§ **TASK TO CARRY OUT**
Your response should contain each line of the data that includes "dead".

---------- INPUT MATERIAL ----------

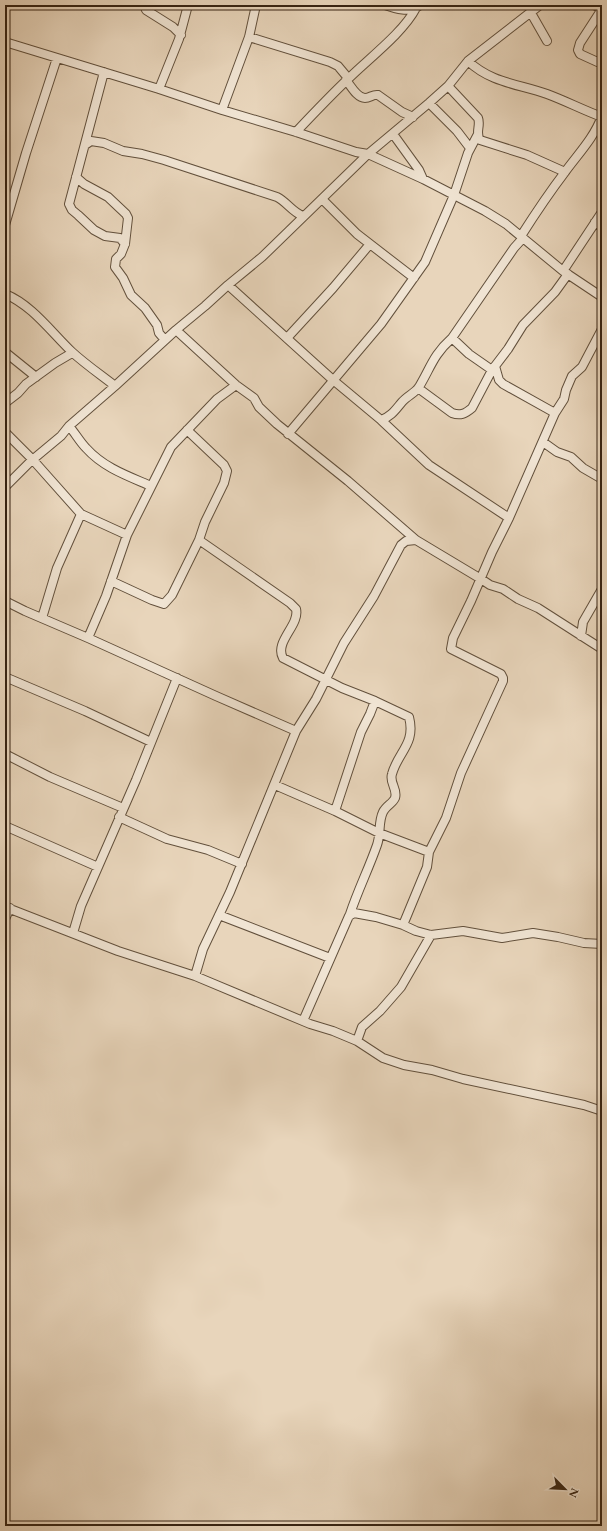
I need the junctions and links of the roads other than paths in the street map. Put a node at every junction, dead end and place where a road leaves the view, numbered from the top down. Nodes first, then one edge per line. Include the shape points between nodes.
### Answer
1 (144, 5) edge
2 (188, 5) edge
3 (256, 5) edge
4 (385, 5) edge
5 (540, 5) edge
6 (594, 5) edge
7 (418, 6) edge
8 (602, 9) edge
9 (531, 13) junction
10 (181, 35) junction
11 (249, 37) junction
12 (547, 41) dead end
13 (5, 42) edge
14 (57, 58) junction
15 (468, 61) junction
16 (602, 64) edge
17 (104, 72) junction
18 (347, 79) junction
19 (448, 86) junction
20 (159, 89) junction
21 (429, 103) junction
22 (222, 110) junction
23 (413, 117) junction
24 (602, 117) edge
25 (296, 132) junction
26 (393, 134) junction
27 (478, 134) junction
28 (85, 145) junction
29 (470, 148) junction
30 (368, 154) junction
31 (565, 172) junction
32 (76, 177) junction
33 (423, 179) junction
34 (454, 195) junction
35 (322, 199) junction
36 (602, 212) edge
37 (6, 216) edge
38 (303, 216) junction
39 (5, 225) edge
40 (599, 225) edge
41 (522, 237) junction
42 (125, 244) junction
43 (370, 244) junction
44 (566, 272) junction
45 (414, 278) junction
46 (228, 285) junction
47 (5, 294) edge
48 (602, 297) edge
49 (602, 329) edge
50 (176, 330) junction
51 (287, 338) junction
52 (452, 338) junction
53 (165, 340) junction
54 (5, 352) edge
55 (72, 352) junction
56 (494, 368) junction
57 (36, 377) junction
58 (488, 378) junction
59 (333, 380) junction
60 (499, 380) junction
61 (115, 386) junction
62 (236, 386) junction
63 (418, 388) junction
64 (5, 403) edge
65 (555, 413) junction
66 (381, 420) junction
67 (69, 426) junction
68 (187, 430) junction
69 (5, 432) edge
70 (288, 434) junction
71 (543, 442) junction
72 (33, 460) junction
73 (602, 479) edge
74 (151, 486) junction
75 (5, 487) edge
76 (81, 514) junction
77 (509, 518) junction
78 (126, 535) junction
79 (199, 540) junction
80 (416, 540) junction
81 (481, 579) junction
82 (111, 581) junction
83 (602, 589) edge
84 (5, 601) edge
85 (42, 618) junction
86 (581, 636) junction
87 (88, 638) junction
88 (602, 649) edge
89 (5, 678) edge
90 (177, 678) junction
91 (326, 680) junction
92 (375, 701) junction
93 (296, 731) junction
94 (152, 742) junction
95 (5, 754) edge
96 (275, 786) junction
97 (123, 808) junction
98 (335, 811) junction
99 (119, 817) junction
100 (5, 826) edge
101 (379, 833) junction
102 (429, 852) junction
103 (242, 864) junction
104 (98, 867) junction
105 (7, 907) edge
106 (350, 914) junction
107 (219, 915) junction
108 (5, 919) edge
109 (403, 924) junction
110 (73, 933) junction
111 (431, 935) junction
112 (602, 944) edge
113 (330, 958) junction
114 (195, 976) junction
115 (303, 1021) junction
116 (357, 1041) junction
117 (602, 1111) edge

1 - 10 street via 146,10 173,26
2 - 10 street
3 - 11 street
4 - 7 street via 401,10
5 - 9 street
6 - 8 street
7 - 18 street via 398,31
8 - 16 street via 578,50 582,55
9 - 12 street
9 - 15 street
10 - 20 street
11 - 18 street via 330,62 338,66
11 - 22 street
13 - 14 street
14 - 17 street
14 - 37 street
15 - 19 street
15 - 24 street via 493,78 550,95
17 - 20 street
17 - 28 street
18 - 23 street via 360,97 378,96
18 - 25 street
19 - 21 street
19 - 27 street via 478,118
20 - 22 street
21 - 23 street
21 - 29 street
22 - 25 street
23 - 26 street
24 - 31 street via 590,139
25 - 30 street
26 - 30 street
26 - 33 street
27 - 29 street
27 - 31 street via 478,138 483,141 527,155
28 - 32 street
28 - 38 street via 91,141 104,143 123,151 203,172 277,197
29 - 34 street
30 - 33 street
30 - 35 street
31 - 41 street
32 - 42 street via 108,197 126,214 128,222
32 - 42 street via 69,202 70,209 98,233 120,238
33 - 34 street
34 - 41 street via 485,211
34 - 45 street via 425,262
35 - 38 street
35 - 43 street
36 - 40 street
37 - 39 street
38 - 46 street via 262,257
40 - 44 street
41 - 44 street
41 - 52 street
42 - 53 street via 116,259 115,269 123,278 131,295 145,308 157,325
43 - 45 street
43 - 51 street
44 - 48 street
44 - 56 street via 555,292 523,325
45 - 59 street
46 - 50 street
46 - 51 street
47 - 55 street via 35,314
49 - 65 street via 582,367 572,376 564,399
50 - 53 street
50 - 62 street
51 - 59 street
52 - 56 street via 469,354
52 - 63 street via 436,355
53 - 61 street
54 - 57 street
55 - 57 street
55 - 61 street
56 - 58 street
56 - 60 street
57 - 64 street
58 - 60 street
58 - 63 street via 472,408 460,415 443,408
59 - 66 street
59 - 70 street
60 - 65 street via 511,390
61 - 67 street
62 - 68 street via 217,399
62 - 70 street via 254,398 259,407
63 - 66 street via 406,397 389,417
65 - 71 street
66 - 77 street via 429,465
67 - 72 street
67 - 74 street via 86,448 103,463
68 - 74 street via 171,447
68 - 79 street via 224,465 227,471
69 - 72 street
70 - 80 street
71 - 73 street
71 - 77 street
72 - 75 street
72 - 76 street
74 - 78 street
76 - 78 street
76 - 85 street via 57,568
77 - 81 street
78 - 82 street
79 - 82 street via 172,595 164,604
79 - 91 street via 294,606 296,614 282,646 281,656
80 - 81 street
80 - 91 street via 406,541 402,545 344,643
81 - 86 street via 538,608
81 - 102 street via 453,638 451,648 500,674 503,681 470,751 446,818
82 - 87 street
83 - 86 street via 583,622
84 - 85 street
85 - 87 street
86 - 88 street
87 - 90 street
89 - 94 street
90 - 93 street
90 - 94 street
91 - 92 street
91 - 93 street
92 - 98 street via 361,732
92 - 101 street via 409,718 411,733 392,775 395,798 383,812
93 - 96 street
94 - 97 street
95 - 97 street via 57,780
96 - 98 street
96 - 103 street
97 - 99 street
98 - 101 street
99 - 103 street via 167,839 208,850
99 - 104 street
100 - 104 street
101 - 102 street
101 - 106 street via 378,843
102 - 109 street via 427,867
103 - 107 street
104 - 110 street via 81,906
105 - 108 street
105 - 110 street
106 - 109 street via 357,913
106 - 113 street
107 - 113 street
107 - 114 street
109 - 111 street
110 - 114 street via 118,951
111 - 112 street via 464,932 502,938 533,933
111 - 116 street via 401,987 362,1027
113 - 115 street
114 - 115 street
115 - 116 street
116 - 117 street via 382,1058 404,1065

----------

§ **SOLUTION TO THIS TASK**
I need the junctions and links of the roads other than paths in the street map. Put a node at every junction, dead end and place where a road leaves the view, numbered from the top down. Nodes first, then one edge per line. Include the shape points between nodes.
12 (547, 41) dead end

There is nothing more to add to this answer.